Comment by Izkata

6 years ago

Maybe I shouldn't have included the Java example, some others have jumped on it as well. That wasn't meant to be a summarization, but a similar idea in a different context.

You also seem to have missed the point of the Java example anyway, in a misses-the-forest-for-the-trees way. It was meant as a 1:1 example of an important result of your blog post, not an example of constructing the parse function:

> However, this check is fragile: it’s extremely easy to forget. Because its return value is unused, it can always be omitted, and the code that needs it would still typecheck. A better solution is to choose a data structure that disallows duplicate keys by construction, such as a Map. Adjust your function’s type signature to accept a Map instead of a list of tuples, and implement it as you normally would.

Using NameType instead of String is the same as using a Map instead of a list of tuples.

It was why I included AddressType in the Java example. Just like changing the function signature to not accept a tuple of lists and require a Map instead, forcing you to use the parse function to construct the Map, functions that only work on AddressType or only work on NameType can't receive the other one as an argument - where with a String, they could. They have to pass through the requisite parse function to convert String into a NameType or AddressType first, however those are implemented.

And I've seen the falsehoods lists before; "Name" and "Address" were simply the first thing that popped into mind while typing that up. Examples are just examples, and Name and Address are conceptually different enough regardless of the falsehoods that the main idea behind the example ought to get by anyway.

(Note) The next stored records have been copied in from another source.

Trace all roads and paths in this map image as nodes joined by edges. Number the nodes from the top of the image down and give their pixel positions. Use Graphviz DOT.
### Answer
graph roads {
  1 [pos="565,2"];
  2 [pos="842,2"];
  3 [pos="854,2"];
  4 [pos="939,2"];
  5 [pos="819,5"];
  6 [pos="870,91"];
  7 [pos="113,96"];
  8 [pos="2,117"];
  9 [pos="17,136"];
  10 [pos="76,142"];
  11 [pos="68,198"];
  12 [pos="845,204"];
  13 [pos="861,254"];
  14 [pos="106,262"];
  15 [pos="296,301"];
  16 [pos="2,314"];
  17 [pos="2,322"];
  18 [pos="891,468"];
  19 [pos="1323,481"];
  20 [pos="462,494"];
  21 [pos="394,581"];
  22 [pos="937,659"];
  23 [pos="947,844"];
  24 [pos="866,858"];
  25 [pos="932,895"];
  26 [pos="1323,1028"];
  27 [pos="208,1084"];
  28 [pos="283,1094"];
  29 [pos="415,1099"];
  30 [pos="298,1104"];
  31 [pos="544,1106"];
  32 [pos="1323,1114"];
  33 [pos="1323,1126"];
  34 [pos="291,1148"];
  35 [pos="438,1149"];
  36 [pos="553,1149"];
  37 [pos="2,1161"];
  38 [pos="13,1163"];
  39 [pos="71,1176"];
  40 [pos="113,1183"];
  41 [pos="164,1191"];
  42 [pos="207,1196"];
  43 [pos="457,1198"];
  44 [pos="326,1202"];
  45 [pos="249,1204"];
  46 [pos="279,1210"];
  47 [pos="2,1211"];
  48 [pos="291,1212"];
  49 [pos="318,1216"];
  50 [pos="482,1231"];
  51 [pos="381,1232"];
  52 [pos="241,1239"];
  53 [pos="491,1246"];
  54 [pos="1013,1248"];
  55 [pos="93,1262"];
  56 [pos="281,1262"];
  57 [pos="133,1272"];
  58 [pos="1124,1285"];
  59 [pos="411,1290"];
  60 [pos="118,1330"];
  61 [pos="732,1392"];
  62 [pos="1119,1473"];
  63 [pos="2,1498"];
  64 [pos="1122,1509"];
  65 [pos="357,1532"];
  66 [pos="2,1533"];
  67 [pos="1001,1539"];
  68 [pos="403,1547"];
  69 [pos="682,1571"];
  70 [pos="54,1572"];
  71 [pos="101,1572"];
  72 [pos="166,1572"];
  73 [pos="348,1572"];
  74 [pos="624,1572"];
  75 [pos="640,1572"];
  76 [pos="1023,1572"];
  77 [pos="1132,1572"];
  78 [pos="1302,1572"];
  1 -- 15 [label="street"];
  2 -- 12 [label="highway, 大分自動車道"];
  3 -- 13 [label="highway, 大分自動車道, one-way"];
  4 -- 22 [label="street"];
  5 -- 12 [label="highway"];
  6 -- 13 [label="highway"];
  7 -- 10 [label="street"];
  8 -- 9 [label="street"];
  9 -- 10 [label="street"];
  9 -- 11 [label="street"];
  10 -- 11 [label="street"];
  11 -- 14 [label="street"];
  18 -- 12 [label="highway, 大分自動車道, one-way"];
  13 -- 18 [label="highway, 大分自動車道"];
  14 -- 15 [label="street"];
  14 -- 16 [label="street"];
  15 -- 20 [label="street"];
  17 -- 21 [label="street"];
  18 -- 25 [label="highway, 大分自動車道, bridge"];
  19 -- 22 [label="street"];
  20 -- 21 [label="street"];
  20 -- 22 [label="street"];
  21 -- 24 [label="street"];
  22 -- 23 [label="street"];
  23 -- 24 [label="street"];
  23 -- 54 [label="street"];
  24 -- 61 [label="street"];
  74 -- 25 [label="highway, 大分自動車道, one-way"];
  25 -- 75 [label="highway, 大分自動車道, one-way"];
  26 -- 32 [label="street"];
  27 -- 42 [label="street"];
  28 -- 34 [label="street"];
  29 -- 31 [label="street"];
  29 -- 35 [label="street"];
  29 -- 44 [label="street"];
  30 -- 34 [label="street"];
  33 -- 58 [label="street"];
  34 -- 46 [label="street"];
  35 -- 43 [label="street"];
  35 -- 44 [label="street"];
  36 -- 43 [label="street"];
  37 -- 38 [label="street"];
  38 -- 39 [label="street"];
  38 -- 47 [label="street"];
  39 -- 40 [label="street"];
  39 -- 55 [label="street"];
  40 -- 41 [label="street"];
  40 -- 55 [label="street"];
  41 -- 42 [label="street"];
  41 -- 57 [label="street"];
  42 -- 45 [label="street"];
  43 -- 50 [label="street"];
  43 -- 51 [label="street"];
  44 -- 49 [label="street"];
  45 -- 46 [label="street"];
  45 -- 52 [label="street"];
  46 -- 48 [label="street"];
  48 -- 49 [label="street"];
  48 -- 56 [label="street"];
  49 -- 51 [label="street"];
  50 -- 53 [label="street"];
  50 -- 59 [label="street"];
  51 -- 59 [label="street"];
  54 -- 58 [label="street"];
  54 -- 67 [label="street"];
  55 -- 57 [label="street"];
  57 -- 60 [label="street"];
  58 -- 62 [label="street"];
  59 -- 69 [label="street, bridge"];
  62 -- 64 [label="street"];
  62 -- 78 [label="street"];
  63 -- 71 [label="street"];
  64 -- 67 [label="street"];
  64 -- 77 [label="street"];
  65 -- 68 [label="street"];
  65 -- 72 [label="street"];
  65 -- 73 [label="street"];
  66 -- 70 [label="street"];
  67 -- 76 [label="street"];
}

> You also seem to have missed the point of the Java example anyway, in a misses-the-forest-for-the-trees way.

Perhaps I did, yes. I do think the kind of thing you’re describing is valuable, to be clear. A lot of my comment was intended more as clarification for other people reading these comments than as an argument against what you were saying. I imagine that if I misunderstood your point, other people are likely to, too, so if anything, your clarification is generally a good outcome, I think!